Exercise instructions: Scan the records for the word "Nodes". Return each line where it is found.

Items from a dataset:
__________

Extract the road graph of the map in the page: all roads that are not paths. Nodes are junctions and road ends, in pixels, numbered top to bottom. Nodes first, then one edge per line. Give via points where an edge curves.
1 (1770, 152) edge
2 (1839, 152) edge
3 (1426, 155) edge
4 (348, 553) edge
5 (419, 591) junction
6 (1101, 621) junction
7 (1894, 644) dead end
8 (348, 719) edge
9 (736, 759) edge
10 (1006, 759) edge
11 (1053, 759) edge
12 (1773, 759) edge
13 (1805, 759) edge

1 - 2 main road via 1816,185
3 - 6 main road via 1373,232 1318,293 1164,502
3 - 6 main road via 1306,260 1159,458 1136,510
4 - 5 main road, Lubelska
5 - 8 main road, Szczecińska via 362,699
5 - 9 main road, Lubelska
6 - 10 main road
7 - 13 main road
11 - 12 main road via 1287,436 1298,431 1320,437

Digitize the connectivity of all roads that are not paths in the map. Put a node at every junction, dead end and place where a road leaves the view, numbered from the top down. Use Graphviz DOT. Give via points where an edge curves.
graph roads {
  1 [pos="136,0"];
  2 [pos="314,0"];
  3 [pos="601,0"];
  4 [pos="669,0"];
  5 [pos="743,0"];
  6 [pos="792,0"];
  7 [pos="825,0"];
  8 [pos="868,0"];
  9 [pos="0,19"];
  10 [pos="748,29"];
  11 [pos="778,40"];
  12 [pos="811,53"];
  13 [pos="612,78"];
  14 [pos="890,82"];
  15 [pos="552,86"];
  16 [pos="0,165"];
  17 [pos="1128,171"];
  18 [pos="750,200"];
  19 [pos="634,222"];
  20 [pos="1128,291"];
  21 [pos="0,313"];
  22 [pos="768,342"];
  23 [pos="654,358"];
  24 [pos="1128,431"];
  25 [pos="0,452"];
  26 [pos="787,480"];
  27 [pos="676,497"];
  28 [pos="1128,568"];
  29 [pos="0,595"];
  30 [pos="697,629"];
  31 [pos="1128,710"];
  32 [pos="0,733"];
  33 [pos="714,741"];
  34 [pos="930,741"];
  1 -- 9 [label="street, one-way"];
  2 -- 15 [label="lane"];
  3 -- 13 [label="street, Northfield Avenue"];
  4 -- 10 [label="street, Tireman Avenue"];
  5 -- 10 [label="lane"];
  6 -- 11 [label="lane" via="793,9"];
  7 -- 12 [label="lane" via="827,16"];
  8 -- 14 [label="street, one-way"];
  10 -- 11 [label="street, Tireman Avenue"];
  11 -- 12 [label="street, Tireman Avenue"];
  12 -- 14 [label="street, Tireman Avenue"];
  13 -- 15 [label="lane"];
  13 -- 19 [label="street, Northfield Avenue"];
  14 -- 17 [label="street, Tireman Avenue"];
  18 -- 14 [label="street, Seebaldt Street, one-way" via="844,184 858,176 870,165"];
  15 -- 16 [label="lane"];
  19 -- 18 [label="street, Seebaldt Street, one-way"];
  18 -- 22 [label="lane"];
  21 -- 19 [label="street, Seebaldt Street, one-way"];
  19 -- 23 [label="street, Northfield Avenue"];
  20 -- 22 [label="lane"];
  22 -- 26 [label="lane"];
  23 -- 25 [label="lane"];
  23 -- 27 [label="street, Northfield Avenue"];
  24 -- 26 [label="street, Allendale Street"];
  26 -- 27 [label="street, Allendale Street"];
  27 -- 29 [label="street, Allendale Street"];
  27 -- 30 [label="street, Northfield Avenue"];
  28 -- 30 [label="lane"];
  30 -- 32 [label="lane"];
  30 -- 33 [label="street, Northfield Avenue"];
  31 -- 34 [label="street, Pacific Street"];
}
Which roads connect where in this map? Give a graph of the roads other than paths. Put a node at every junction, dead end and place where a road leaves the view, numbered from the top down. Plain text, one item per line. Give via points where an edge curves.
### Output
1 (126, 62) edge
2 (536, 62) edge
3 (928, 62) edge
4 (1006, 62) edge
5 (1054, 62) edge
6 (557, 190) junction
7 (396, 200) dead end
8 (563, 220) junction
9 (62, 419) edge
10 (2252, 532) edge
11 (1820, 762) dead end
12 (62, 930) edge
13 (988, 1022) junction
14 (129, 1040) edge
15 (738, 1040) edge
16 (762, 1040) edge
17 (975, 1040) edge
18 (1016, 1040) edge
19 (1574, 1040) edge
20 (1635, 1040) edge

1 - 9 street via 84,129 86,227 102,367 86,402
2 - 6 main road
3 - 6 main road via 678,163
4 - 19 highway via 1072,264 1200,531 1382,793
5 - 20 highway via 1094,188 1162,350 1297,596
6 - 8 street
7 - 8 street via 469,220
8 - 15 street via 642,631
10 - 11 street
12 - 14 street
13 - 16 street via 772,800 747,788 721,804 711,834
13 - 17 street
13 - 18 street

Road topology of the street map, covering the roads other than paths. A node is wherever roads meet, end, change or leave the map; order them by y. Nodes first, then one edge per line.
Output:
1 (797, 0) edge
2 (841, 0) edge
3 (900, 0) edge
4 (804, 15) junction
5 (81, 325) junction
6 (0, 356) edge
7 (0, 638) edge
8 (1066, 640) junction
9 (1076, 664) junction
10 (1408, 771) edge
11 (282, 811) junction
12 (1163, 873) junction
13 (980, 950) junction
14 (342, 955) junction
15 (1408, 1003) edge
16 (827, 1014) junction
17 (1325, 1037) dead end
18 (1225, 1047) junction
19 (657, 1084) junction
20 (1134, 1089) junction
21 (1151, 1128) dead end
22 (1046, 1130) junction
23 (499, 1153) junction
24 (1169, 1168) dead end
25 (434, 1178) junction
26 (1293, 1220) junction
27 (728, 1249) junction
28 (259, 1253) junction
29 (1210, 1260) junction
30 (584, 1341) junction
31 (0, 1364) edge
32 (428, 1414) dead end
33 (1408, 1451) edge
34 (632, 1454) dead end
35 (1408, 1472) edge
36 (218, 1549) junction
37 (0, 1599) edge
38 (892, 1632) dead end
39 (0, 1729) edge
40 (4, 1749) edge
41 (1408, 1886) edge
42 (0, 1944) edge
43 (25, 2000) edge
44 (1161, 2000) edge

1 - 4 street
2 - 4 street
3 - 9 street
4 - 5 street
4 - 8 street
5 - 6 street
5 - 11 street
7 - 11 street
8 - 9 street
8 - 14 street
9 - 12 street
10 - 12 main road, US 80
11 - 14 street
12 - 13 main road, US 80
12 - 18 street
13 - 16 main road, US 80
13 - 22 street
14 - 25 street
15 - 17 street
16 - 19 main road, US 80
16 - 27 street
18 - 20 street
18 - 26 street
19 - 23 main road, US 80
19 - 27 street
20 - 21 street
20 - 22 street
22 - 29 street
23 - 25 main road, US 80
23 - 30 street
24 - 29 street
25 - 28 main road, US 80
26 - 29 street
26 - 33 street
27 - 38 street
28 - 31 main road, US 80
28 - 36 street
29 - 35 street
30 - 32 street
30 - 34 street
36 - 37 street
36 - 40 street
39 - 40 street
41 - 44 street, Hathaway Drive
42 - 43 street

__________

Solution to the problem:
Extract the road graph of the map in the page: all roads that are not paths. Nodes are junctions and road ends, in pixels, numbered top to bottom. Nodes first, then one edge per line. Give via points where an edge curves.
Road topology of the street map, covering the roads other than paths. A node is wherever roads meet, end, change or leave the map; order them by y. Nodes first, then one edge per line.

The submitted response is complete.